Supplied material:
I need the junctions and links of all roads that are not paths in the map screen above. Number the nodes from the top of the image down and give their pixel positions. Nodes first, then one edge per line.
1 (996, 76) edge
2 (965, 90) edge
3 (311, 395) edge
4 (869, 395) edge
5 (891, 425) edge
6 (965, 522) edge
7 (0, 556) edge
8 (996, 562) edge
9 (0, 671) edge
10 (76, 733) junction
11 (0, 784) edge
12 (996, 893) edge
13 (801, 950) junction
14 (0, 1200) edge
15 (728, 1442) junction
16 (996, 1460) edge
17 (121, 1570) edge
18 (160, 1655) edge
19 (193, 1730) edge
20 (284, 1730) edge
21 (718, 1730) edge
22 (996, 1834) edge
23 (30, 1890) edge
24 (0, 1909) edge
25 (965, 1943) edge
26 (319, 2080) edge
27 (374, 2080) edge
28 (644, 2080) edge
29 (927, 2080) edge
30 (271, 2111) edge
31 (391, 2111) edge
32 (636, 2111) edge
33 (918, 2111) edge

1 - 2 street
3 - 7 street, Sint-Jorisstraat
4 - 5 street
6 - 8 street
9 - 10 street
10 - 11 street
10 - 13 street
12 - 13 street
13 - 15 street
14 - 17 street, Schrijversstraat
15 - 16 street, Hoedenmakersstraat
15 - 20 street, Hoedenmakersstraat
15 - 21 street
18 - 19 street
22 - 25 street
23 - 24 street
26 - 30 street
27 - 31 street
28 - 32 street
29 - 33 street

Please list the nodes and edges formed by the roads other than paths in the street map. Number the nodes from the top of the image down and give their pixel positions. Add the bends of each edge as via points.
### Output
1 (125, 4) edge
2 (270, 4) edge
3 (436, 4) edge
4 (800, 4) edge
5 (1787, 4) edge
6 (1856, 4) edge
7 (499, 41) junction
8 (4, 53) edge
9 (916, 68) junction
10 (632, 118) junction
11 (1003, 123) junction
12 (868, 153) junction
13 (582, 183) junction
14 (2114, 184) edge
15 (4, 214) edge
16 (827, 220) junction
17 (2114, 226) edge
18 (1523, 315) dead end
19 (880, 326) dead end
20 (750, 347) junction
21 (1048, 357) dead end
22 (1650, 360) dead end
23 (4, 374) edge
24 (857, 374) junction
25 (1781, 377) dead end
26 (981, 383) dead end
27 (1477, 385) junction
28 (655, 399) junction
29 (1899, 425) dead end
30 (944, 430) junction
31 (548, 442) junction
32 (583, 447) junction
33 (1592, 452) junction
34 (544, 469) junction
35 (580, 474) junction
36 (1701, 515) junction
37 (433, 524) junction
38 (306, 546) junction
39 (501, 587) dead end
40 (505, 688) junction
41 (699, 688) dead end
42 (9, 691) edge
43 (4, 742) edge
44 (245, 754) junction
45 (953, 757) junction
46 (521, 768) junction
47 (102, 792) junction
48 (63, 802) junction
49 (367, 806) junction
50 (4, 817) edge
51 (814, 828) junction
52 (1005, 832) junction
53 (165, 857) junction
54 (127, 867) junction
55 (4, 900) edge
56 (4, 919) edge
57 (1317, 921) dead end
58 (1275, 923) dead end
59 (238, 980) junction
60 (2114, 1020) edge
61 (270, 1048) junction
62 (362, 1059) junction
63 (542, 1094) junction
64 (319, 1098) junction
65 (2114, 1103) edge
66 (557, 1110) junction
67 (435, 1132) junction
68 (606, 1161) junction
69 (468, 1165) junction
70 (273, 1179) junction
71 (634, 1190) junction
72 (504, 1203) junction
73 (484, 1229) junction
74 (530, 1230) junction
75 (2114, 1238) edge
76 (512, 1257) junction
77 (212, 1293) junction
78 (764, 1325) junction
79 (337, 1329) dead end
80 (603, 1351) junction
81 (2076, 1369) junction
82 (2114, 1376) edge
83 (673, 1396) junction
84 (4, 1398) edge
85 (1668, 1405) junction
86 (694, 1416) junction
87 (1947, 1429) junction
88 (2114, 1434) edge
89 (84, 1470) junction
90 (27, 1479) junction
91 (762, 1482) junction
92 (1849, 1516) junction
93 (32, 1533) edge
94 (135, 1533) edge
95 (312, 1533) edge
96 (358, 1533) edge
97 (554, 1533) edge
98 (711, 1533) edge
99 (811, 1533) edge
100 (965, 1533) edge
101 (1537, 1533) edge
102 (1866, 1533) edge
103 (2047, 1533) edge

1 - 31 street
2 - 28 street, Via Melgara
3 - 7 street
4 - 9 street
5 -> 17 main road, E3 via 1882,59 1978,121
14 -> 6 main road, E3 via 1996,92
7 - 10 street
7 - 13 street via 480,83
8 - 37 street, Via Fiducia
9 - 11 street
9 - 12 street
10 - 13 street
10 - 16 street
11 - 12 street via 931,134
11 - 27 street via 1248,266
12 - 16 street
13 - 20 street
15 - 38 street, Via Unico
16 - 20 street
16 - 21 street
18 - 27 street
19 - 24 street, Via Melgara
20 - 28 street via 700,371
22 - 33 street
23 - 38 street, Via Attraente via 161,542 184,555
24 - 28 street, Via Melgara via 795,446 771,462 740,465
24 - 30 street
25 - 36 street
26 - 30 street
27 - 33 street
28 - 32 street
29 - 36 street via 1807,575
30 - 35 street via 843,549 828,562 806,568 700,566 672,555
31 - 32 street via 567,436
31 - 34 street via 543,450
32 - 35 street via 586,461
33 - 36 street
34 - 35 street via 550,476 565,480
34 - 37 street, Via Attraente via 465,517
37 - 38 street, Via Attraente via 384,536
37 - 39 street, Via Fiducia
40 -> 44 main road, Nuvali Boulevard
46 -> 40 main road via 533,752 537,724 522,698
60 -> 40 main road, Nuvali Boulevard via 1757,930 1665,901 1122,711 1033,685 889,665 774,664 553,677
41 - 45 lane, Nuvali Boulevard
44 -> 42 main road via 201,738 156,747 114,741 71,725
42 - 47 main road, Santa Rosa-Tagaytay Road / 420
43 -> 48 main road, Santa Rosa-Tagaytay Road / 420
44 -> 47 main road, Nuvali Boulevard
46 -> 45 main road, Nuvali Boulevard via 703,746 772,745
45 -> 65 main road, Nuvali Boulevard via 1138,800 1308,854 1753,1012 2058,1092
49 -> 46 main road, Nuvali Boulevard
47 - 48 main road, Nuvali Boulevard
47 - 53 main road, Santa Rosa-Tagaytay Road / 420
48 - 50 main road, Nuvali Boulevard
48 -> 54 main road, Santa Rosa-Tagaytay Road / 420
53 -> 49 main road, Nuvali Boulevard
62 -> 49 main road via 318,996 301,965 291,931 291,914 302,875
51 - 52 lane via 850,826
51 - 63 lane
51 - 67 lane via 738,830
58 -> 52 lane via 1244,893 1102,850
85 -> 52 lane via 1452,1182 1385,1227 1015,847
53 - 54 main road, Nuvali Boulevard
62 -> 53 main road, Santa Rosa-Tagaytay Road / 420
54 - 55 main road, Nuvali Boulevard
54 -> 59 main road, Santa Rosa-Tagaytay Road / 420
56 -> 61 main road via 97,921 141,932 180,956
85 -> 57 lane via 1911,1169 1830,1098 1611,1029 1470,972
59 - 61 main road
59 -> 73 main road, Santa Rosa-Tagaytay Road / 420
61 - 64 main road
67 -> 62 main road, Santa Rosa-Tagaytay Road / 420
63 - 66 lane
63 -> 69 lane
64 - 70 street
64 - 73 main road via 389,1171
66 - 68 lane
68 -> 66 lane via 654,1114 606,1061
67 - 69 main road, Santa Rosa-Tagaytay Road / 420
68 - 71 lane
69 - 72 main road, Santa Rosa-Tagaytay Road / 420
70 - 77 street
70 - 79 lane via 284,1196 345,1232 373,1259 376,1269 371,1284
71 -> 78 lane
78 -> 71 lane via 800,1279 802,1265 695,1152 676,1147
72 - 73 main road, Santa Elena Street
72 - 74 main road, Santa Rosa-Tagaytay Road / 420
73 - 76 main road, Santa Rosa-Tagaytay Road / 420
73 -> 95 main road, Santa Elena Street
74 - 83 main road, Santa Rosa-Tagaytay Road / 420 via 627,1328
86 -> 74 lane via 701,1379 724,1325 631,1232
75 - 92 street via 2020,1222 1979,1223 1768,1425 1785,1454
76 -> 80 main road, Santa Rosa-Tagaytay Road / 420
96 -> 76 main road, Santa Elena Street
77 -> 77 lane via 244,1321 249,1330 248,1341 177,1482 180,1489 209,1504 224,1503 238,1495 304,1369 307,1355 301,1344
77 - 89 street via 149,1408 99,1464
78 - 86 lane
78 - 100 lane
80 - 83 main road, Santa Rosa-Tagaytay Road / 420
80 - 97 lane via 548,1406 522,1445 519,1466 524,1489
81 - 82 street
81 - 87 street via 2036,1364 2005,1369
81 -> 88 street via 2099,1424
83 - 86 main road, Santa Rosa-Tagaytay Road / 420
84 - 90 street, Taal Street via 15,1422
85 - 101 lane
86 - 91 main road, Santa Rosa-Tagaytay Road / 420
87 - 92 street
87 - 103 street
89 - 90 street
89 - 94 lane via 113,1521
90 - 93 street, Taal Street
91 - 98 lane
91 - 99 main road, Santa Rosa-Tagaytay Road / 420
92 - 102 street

Your goal: Select every line in the records above that contains the word "their".

Written answer:
I need the junctions and links of all roads that are not paths in the map screen above. Number the nodes from the top of the image down and give their pixel positions. Nodes first, then one edge per line.
Please list the nodes and edges formed by the roads other than paths in the street map. Number the nodes from the top of the image down and give their pixel positions. Add the bends of each edge as via points.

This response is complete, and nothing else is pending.